WORK REQUEST: Copy the data that follows, character for character, minus the pictures.

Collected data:

##############################

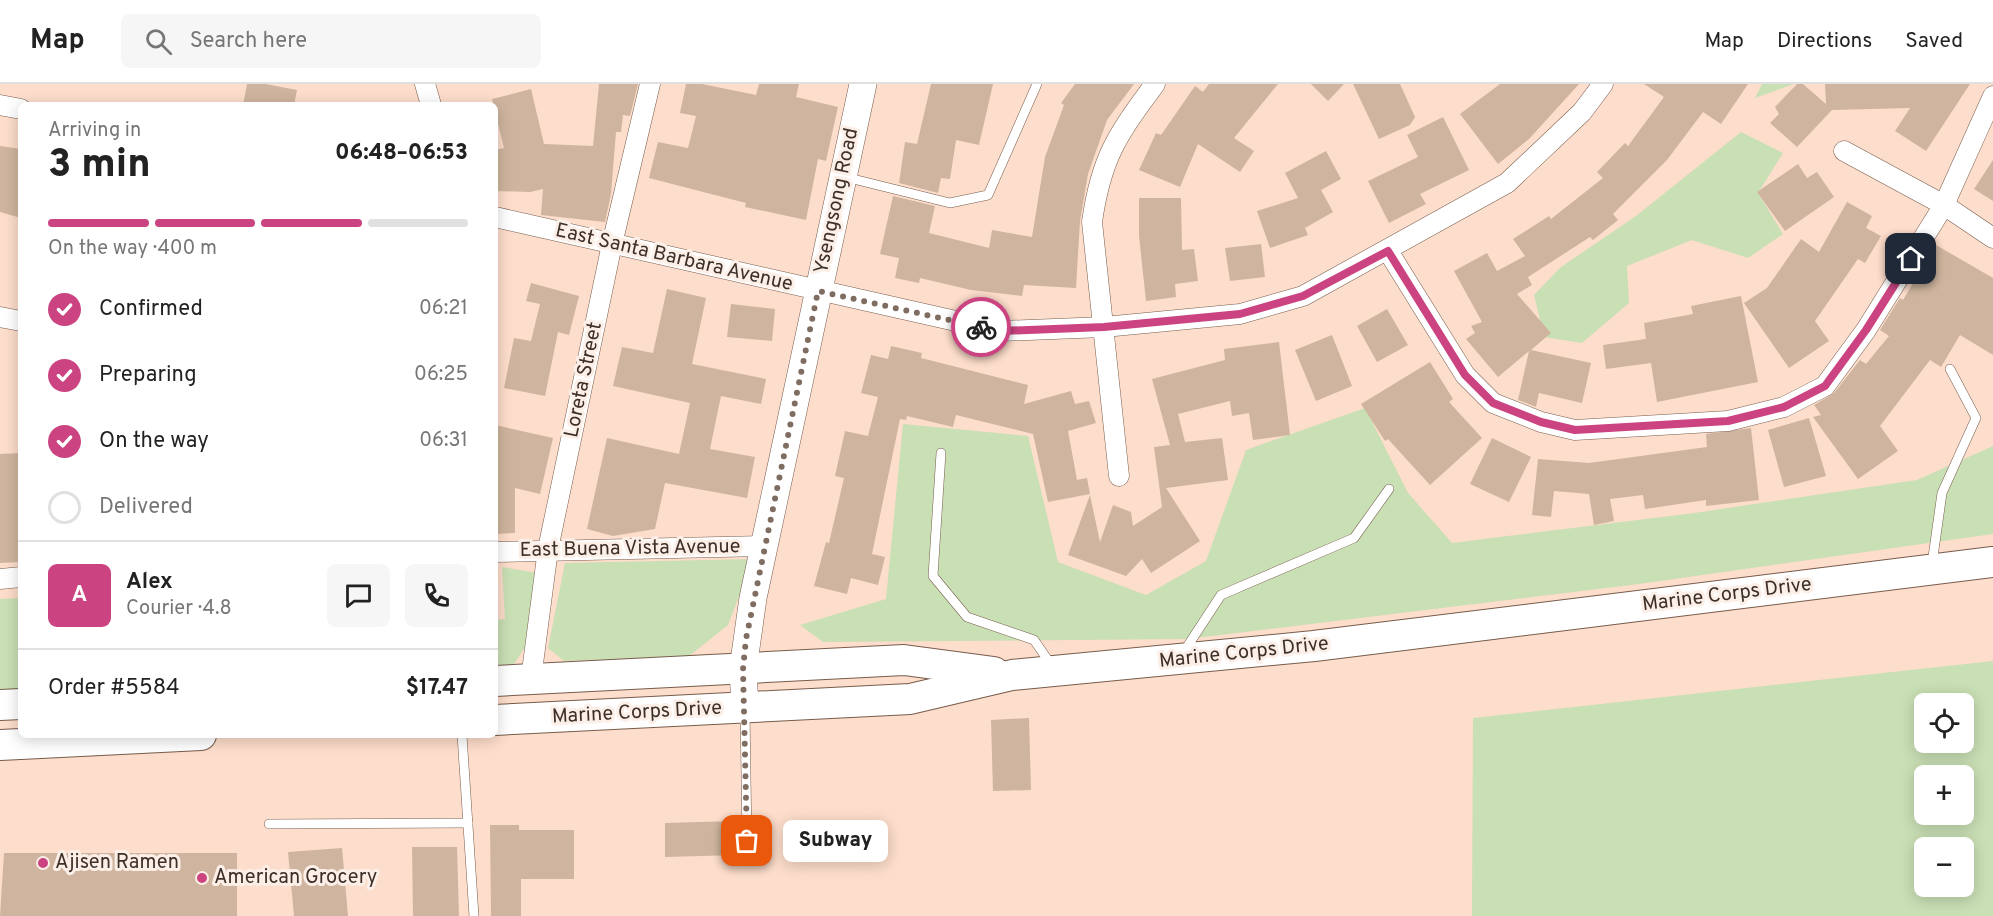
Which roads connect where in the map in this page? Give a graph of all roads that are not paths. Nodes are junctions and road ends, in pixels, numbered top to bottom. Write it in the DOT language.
graph roads {
  1 [pos="425,84"];
  2 [pos="650,84"];
  3 [pos="863,84"];
  4 [pos="1037,84"];
  5 [pos="1155,84"];
  6 [pos="1603,84"];
  7 [pos="1993,96"];
  8 [pos="430,102"];
  9 [pos="0,105"];
  10 [pos="18,108"];
  11 [pos="1844,151"];
  12 [pos="843,176"];
  13 [pos="1944,205"];
  14 [pos="498,218"];
  15 [pos="1993,238"];
  16 [pos="612,244"];
  17 [pos="1388,251"];
  18 [pos="818,291"];
  19 [pos="0,317"];
  20 [pos="18,320"];
  21 [pos="1104,327"];
  22 [pos="1950,369"];
  23 [pos="941,453"];
  24 [pos="1119,476"];
  25 [pos="1389,489"];
  26 [pos="764,546"];
  27 [pos="549,549"];
  28 [pos="498,552"];
  29 [pos="1993,562"];
  30 [pos="1931,570"];
  31 [pos="18,577"];
  32 [pos="0,579"];
  33 [pos="1178,660"];
  34 [pos="743,669"];
  35 [pos="1055,671"];
  36 [pos="1012,675"];
  37 [pos="531,679"];
  38 [pos="498,681"];
  39 [pos="18,704"];
  40 [pos="0,705"];
  41 [pos="745,708"];
  42 [pos="498,720"];
  43 [pos="141,738"];
  44 [pos="462,738"];
  45 [pos="0,745"];
  46 [pos="468,823"];
  47 [pos="269,824"];
  48 [pos="747,841"];
  49 [pos="474,916"];
  1 -- 8 [label="street"];
  2 -- 16 [label="street, Loreta Street"];
  3 -- 12 [label="main road, Ysengsong Road"];
  4 -- 12 [label="lane"];
  5 -- 21 [label="street"];
  6 -- 17 [label="street, East Santa Barbara Avenue"];
  7 -- 13 [label="street"];
  9 -- 10 [label="street"];
  11 -- 13 [label="street"];
  12 -- 18 [label="main road, Ysengsong Road"];
  13 -- 15 [label="street"];
  13 -- 17 [label="street"];
  14 -- 16 [label="street, East Santa Barbara Avenue"];
  16 -- 18 [label="street, East Santa Barbara Avenue"];
  16 -- 27 [label="street, Loreta Street"];
  17 -- 21 [label="street, East Santa Barbara Avenue"];
  18 -- 21 [label="street, East Santa Barbara Avenue"];
  18 -- 26 [label="main road, Ysengsong Road"];
  19 -- 20 [label="street"];
  21 -- 24 [label="street"];
  22 -- 30 [label="lane"];
  23 -- 35 [label="lane"];
  25 -- 33 [label="lane"];
  26 -- 27 [label="street, East Buena Vista Avenue"];
  26 -- 34 [label="main road, Ysengsong Road"];
  27 -- 28 [label="street, East Buena Vista Avenue"];
  27 -- 37 [label="street, Loreta Street"];
  29 -- 30 [label="main road, Marine Corps Drive"];
  30 -- 33 [label="main road, Marine Corps Drive"];
  31 -- 32 [label="street"];
  33 -- 35 [label="main road, Marine Corps Drive"];
  34 -- 36 [label="main road"];
  34 -- 37 [label="main road"];
  34 -- 41 [label="main road, Ysengsong Road"];
  35 -- 36 [label="main road, Marine Corps Drive"];
  36 -- 41 [label="main road, Marine Corps Drive"];
  37 -- 38 [label="main road"];
  39 -- 40 [label="main road"];
  41 -- 42 [label="main road, Marine Corps Drive"];
  41 -- 48 [label="lane"];
  43 -- 45 [label="main road"];
  44 -- 46 [label="lane"];
  46 -- 47 [label="lane"];
  46 -- 49 [label="lane"];
}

##############################

TASK OUTPUT:
Which roads connect where in the map in this page? Give a graph of all roads that are not paths. Nodes are junctions and road ends, in pixels, numbered top to bottom. Write it in the DOT language.
graph roads {
  1 [pos="425,84"];
  2 [pos="650,84"];
  3 [pos="863,84"];
  4 [pos="1037,84"];
  5 [pos="1155,84"];
  6 [pos="1603,84"];
  7 [pos="1993,96"];
  8 [pos="430,102"];
  9 [pos="0,105"];
  10 [pos="18,108"];
  11 [pos="1844,151"];
  12 [pos="843,176"];
  13 [pos="1944,205"];
  14 [pos="498,218"];
  15 [pos="1993,238"];
  16 [pos="612,244"];
  17 [pos="1388,251"];
  18 [pos="818,291"];
  19 [pos="0,317"];
  20 [pos="18,320"];
  21 [pos="1104,327"];
  22 [pos="1950,369"];
  23 [pos="941,453"];
  24 [pos="1119,476"];
  25 [pos="1389,489"];
  26 [pos="764,546"];
  27 [pos="549,549"];
  28 [pos="498,552"];
  29 [pos="1993,562"];
  30 [pos="1931,570"];
  31 [pos="18,577"];
  32 [pos="0,579"];
  33 [pos="1178,660"];
  34 [pos="743,669"];
  35 [pos="1055,671"];
  36 [pos="1012,675"];
  37 [pos="531,679"];
  38 [pos="498,681"];
  39 [pos="18,704"];
  40 [pos="0,705"];
  41 [pos="745,708"];
  42 [pos="498,720"];
  43 [pos="141,738"];
  44 [pos="462,738"];
  45 [pos="0,745"];
  46 [pos="468,823"];
  47 [pos="269,824"];
  48 [pos="747,841"];
  49 [pos="474,916"];
  1 -- 8 [label="street"];
  2 -- 16 [label="street, Loreta Street"];
  3 -- 12 [label="main road, Ysengsong Road"];
  4 -- 12 [label="lane"];
  5 -- 21 [label="street"];
  6 -- 17 [label="street, East Santa Barbara Avenue"];
  7 -- 13 [label="street"];
  9 -- 10 [label="street"];
  11 -- 13 [label="street"];
  12 -- 18 [label="main road, Ysengsong Road"];
  13 -- 15 [label="street"];
  13 -- 17 [label="street"];
  14 -- 16 [label="street, East Santa Barbara Avenue"];
  16 -- 18 [label="street, East Santa Barbara Avenue"];
  16 -- 27 [label="street, Loreta Street"];
  17 -- 21 [label="street, East Santa Barbara Avenue"];
  18 -- 21 [label="street, East Santa Barbara Avenue"];
  18 -- 26 [label="main road, Ysengsong Road"];
  19 -- 20 [label="street"];
  21 -- 24 [label="street"];
  22 -- 30 [label="lane"];
  23 -- 35 [label="lane"];
  25 -- 33 [label="lane"];
  26 -- 27 [label="street, East Buena Vista Avenue"];
  26 -- 34 [label="main road, Ysengsong Road"];
  27 -- 28 [label="street, East Buena Vista Avenue"];
  27 -- 37 [label="street, Loreta Street"];
  29 -- 30 [label="main road, Marine Corps Drive"];
  30 -- 33 [label="main road, Marine Corps Drive"];
  31 -- 32 [label="street"];
  33 -- 35 [label="main road, Marine Corps Drive"];
  34 -- 36 [label="main road"];
  34 -- 37 [label="main road"];
  34 -- 41 [label="main road, Ysengsong Road"];
  35 -- 36 [label="main road, Marine Corps Drive"];
  36 -- 41 [label="main road, Marine Corps Drive"];
  37 -- 38 [label="main road"];
  39 -- 40 [label="main road"];
  41 -- 42 [label="main road, Marine Corps Drive"];
  41 -- 48 [label="lane"];
  43 -- 45 [label="main road"];
  44 -- 46 [label="lane"];
  46 -- 47 [label="lane"];
  46 -- 49 [label="lane"];
}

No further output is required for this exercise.